Staged in late September or early October, this typical country fair offered exhibits of products, produce and livestock, plus music, food, and awards. An old awards list contains 31 categories for ribbons, including field crops, grains, grass seed, vegetables, fruit, floriculture, bread, dairy, honey, preserved fruit, pickles, cakes, wines, “ladies’ industrials,” fine arts, musical instruments, domestic products, farming utensils, poultry, sheep, swine, oxen, milch cows and heifers, fatted cattle, stallions, colts, family horses, and road horses.

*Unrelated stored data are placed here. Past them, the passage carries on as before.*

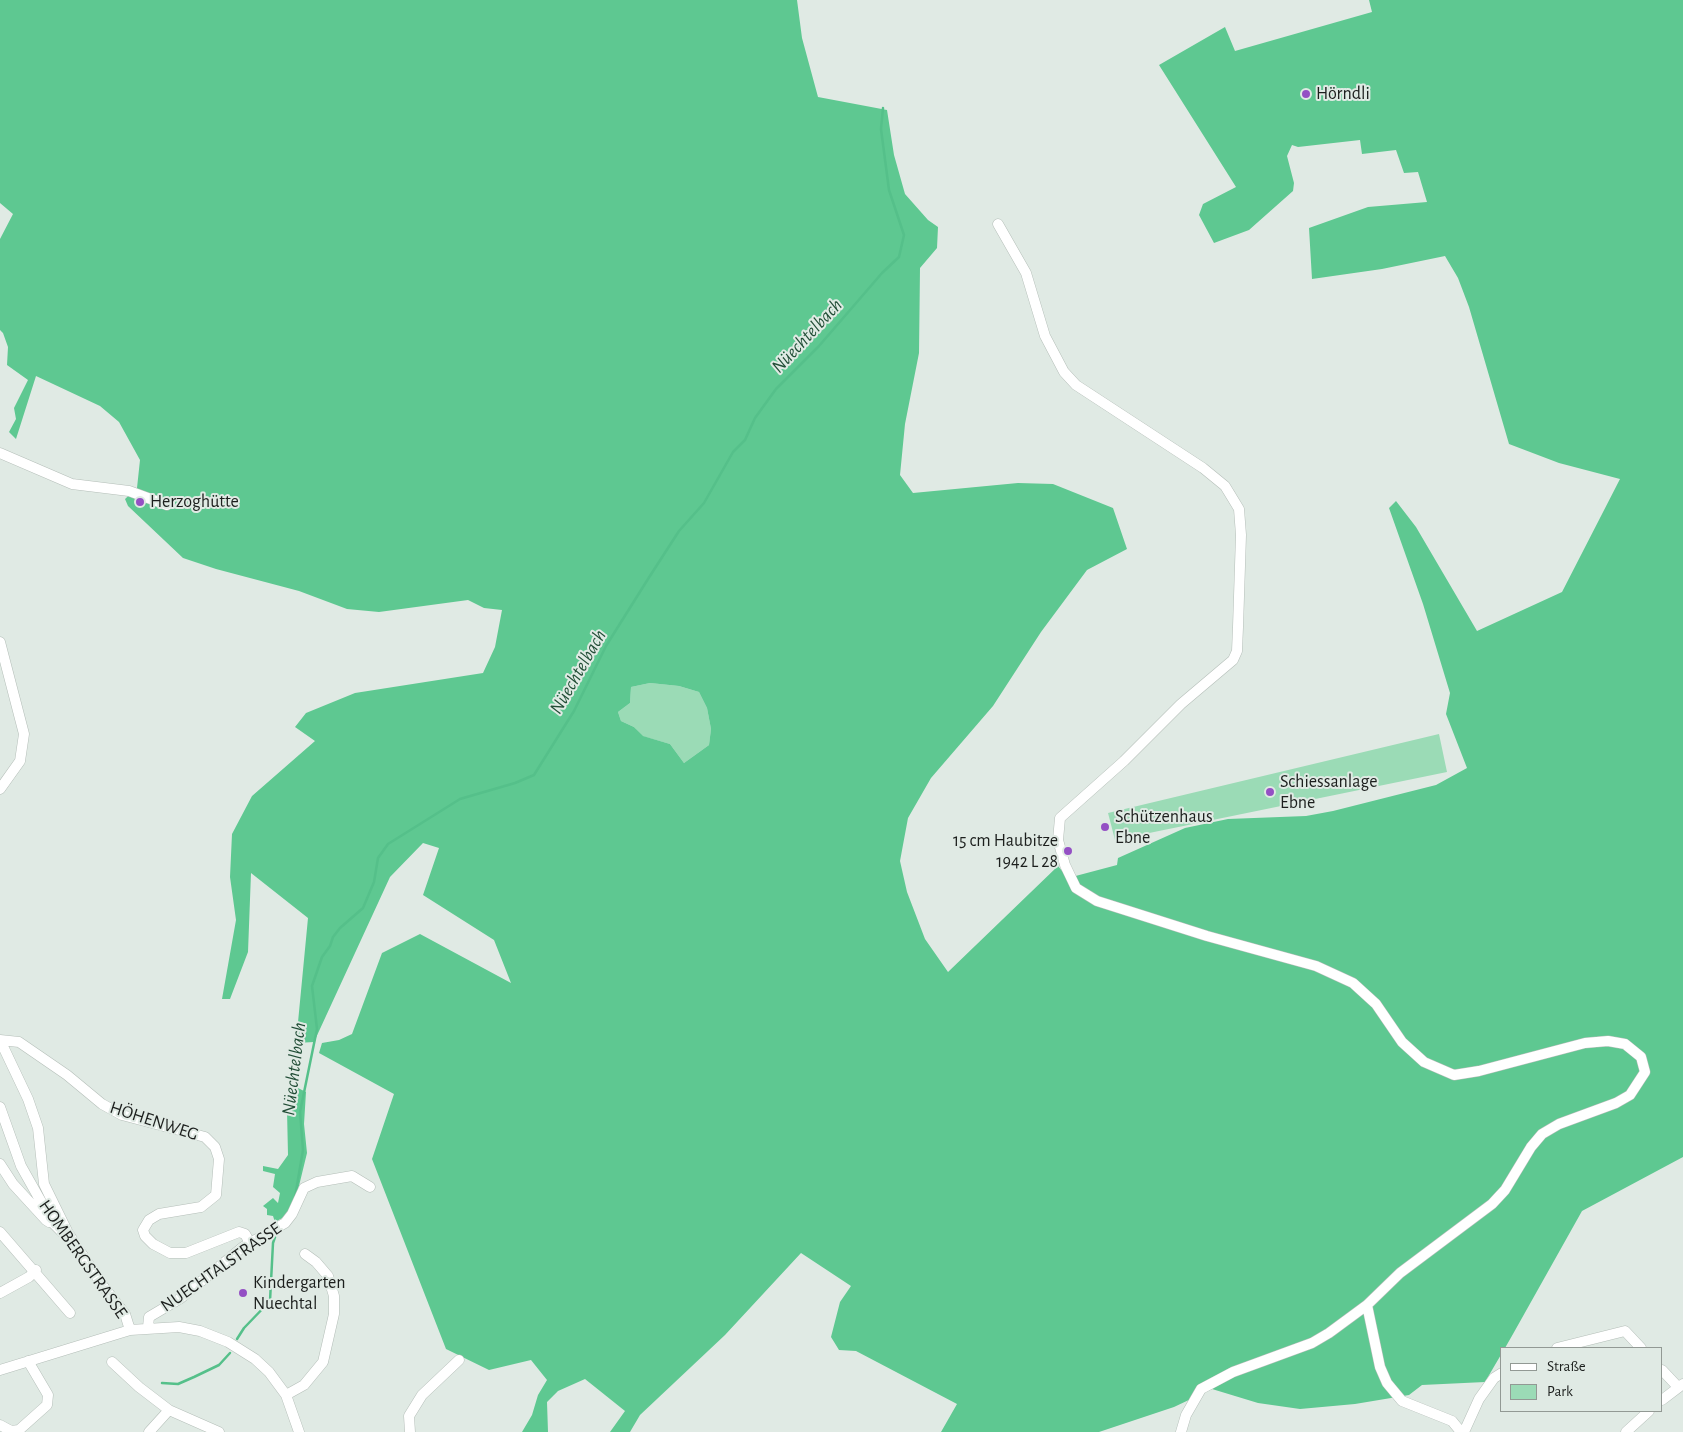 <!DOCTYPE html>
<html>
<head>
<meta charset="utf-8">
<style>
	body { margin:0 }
	#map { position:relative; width:1683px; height:1432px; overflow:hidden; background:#e0eae4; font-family:"Alegreya Sans",sans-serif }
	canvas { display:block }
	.legend { position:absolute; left:1500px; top:1347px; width:162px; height:65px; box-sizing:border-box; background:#e0eae4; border:1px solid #929994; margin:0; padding:6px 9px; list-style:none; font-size:15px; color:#1c1f1d }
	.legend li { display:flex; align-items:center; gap:10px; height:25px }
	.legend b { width:25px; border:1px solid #929994 }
</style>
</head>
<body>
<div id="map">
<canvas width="1683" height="1432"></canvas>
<ul class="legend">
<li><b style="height:6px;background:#fff"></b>Straße</li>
<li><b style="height:14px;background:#9bdbb6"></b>Park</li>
</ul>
</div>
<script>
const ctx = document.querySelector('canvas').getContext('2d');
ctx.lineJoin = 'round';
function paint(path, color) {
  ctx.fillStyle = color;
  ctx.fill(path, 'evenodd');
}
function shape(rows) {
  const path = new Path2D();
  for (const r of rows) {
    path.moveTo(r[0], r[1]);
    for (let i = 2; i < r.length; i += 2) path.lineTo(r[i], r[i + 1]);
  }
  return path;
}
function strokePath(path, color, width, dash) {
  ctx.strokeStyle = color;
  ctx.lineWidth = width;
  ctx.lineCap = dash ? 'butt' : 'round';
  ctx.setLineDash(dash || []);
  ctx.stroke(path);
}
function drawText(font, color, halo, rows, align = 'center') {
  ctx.font = font + ' "Alegreya Sans",sans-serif';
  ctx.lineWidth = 4;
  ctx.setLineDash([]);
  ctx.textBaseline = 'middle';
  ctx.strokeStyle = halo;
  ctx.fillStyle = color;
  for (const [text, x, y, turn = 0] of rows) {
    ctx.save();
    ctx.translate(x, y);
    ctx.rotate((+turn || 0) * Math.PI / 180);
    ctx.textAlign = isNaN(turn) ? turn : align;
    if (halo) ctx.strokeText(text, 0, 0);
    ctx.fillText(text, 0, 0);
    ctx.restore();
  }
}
const green = shape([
	[650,683,679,686,699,692,707,708,711,729,709,745,684,763,670,744,642,736,634,727,621,721,618,712,630,703,631,687],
	[1439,734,1447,772,1115,840,1108,813]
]);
const forest = shape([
	[0,0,797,0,802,38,818,97,887,110,894,155,905,194,928,220,938,227,937,248,920,268,919,353,905,424,900,475,913,493,1018,483,1053,484,1113,508,1127,549,1087,570,1041,632,993,706,931,778,908,818,900,861,907,892,925,939,948,972,1058,866,1068,878,1117,865,1118,858,1185,828,1228,819,1306,816,1333,811,1436,785,1467,768,1446,714,1450,693,1423,604,1389,508,1396,501,1416,527,1477,631,1562,592,1620,479,1559,463,1509,444,1469,307,1458,278,1445,256,1382,269,1312,279,1309,228,1368,207,1427,202,1418,172,1404,173,1396,150,1362,154,1360,140,1298,147,1292,145,1287,156,1294,183,1293,191,1249,230,1214,243,1199,215,1203,204,1236,187,1159,65,1225,27,1235,51,1372,12,1369,0,1683,0,1683,1157,1582,1211,1513,1334,1505,1348,1502,1348,1502,1353,1485,1382,1422,1385,1409,1395,1355,1404,1300,1409,1258,1403,1212,1389,1174,1407,1099,1432,941,1432,957,1404,856,1351,839,1350,831,1337,840,1302,851,1286,801,1253,725,1335,640,1415,630,1432,610,1432,625,1411,585,1379,558,1391,547,1402,548,1432,522,1432,532,1415,538,1395,547,1380,531,1360,489,1370,446,1349,372,1159,394,1094,319,1053,322,1043,339,1040,352,1034,382,953,420,934,511,983,494,940,423,895,439,848,423,843,390,877,314,1042,296,1043,308,918,251,873,248,952,230,999,222,999,236,920,230,877,232,834,252,796,315,741,295,727,306,713,355,693,483,673,495,647,502,610,484,608,468,600,379,612,347,609,299,591,216,569,183,558,128,506,125,499,137,488,140,460,119,422,100,406,36,376,16,439,9,432,16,419,14,408,28,380,7,365,8,347,3,333,0,330,0,239,13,214,0,203],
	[650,683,679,686,699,692,707,708,711,729,709,745,684,763,670,744,643,736,634,727,621,721,618,712,630,703,631,687],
	[294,1086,306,1092,304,1124,307,1153,298,1190,286,1216,275,1222,273,1216,267,1215,267,1209,263,1206,273,1198,278,1203,280,1193,273,1187,275,1174,263,1171,263,1166,278,1169,288,1155,287,1110]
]);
const stream = shape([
	[295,1197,303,1150,300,1112,317,1029,312,986,322,957,330,946,333,937,340,928,363,908,374,882,378,858,388,844,460,799,515,783,534,775,574,711,606,646,648,579,679,531,704,503,733,452,745,440,755,418,776,389,819,346,882,273,899,257,904,235,889,190,881,129,883,108],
	[237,1339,244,1328,270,1301,273,1243,277,1231],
	[162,1383,178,1384,194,1377,219,1365,230,1353]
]);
const minor = shape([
	[998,224,1026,273,1045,336,1064,372,1076,385,1203,468,1225,486,1239,509,1241,535,1238,627,1237,651,1233,660,1181,704,1124,761,1060,818,1058,840,1065,865,1076,888,1097,901,1207,936,1316,966,1353,983,1376,1004,1402,1042,1424,1062,1454,1075,1479,1071,1585,1043,1608,1041,1625,1044,1641,1057,1645,1072,1630,1095,1616,1103,1559,1124,1542,1134,1531,1147,1505,1190,1492,1204,1400,1273,1367,1305,1329,1333,1312,1343,1233,1372,1201,1389,1186,1415,1181,1432],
	[0,453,72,484,129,491,167,505],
	[0,642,24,734,20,761,0,789],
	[0,1040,19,1042,67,1075,102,1104,122,1115,205,1137,215,1147,219,1159,216,1195,201,1207,159,1214,149,1220,143,1230,145,1236,153,1244,170,1253,186,1253,239,1232,245,1234,250,1243],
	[0,1040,28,1099,38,1128,44,1184,68,1233],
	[0,1107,21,1166,53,1223,63,1233,68,1233,103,1286,125,1314,130,1330],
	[0,1164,13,1184,46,1220,49,1222],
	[0,1232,70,1313],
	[0,1293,29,1277,36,1270],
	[1367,1305,1380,1367,1387,1383,1402,1401,1452,1421,1461,1432],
	[148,1327,149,1317,181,1298,243,1247,285,1223,292,1214,304,1188,317,1182,352,1176,370,1187],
	[1557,1348,1625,1331,1641,1348],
	[112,1362,139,1387,169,1410],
	[0,1370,130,1330,179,1327,200,1331,228,1342,255,1359,269,1372,286,1395,299,1432],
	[1662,1370,1678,1387],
	[286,1395,304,1385,323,1362,334,1314,334,1296,328,1276,316,1262,305,1254],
	[1662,1400,1683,1384],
	[0,1425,11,1431,19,1430,47,1405,48,1395,28,1361],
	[149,1432,169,1410,219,1432],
	[410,1432,409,1416,422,1395,459,1360],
	[1464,1432,1479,1399,1494,1378,1502,1373],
	[1626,1432,1649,1411]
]);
const markers = [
	[1306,94,5,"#9450c4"],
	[140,502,5,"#9450c4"],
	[1270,792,5,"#9450c4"],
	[1105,827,5,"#9450c4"],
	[1068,851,5,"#9450c4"],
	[243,1293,5,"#9450c4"]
];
const poiNames = [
	["Hörndli",1316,94],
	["Herzoghütte",150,502],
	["Schiessanlage",1280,782],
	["Ebne",1280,803],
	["Schützenhaus",1115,817],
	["Ebne",1115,838],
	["15 cm Haubitze",1058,841,"right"],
	["1942 L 28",1058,862,"right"],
	["Kindergarten",253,1283],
	["Nuechtal",253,1304]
];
const streetNames = [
	["HÖHENWEG",154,1121,18],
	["HOMBERGSTRASSE",83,1259,55],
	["NUECHTALSTRASSE",221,1267,-35]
];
const waterNames = [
	["Nüechtelbach",807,336,-47],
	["Nüechtelbach",578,672,-60],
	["Nüechtelbach",294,1069,-83]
];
paint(green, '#9bdbb6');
paint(forest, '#5ec891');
strokePath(stream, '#55c08a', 2.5);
strokePath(minor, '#b4beb8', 11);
strokePath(minor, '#fff', 10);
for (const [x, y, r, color] of markers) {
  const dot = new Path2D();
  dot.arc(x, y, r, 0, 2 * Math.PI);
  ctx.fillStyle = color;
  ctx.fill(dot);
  strokePath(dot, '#e0eae4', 2);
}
drawText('18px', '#1c1f1d', '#e0eae4', poiNames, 'left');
drawText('18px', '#1c1f1d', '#e0eae4', streetNames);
drawText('italic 19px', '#224e37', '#e0eae4', waterNames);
</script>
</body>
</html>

A very early “automobile” was exhibited in the 1870s by a Stamford man named Simon Ingersoll. “The automobile may be described as being a large box set on small wheels, narrow gauge, and steam was the motive power,” historian George Rockwell reported. “The machine was driven up and down Main Street, exciting much curiosity and wonder. At the Fair Grounds, it was speeded around the track.”

The track was a race course for trotters who competed at the fair. Remnants of the track were visible well into the 1950s.

While such fairs were fun, they also functioned as agricultural “conventions.” Farmers got to see the latest products — mid-19th Century agricultural markets were booming with new machines, tools and seed varieties. Farmers could hear lectures on improved farming techniques. They also got to chat with a wider group of farmers, and could discuss and critique some of the modern-day advances. At a fair, “they saw, gathered up in a small compass, what was going on in the farmer’s world, and this within a single day or two,” said an 1860s book on farming. “Thus, they accumulated a fund of knowledge which they could not have acquired had they remained at home.”

The fair ceased operation in 1881, possibly due to competition from the Danbury Fair (which operated for more than a century where the mall of the same name now stands). The fairgrounds had included a sizable exhibition building, which was dismantled. True to the Yankee spirit of not wasting, the lumber from the building was used to build the Sperry livery stable, which stood across from the firehouse on Catoonah Street until collapsing after a snowstorm in 1948.

The Fair Grounds was actually a historic site. It had been the location of the British overnight encampment after the Battle of Ridgefield in 1777. Today, the land is occupied by homes on Wilton Road West and Soundview Road. —J.S.